Starting with the line that contains "ring pip: (1075, 724)" and stopping after the line that contains "ring pip: (1505, 305)", copy the entries below exactly. Include nothing else.

INFORMATION PROVIDED:
********************

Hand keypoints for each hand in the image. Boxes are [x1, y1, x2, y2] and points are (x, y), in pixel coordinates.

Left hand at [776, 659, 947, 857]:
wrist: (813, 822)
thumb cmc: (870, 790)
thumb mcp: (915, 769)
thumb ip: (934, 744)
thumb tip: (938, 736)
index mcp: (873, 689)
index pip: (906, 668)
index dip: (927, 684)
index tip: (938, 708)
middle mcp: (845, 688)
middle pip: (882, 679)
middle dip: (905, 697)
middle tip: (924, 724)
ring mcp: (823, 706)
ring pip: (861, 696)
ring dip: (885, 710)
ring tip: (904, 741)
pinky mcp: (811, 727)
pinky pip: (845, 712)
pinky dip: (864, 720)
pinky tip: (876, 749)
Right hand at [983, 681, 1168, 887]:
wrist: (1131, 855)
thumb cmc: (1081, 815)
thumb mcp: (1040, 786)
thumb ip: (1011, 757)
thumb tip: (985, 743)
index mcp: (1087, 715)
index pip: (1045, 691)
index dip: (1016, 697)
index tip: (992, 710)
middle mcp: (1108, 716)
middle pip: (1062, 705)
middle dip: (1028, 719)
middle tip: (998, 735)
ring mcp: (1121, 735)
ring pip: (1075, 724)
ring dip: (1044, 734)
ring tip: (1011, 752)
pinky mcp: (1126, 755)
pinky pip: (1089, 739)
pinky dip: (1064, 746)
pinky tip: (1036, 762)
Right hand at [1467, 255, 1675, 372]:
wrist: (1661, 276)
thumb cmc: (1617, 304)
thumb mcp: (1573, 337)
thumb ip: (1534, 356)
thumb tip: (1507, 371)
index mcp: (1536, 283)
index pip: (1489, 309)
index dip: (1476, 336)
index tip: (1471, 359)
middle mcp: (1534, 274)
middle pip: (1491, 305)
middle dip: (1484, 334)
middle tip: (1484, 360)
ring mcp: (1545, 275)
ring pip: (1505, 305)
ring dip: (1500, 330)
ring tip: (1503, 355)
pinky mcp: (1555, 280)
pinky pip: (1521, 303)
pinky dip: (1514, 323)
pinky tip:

********************

WRITTEN RESPONSE:
ring pip: (1075, 724)
ring dip: (1044, 734)
ring tip: (1011, 752)
pinky mcp: (1126, 755)
pinky pip: (1089, 739)
pinky dip: (1064, 746)
pinky tip: (1036, 762)
Right hand at [1467, 255, 1675, 372]:
wrist: (1661, 276)
thumb cmc: (1617, 304)
thumb mcp: (1573, 337)
thumb ip: (1534, 356)
thumb tip: (1507, 371)
index mcp: (1536, 283)
index pip: (1489, 309)
index dip: (1476, 336)
index tip: (1471, 359)
middle mcp: (1534, 274)
middle pip: (1491, 305)
middle dip: (1484, 334)
middle tip: (1484, 360)
ring mcp: (1545, 275)
ring pip: (1505, 305)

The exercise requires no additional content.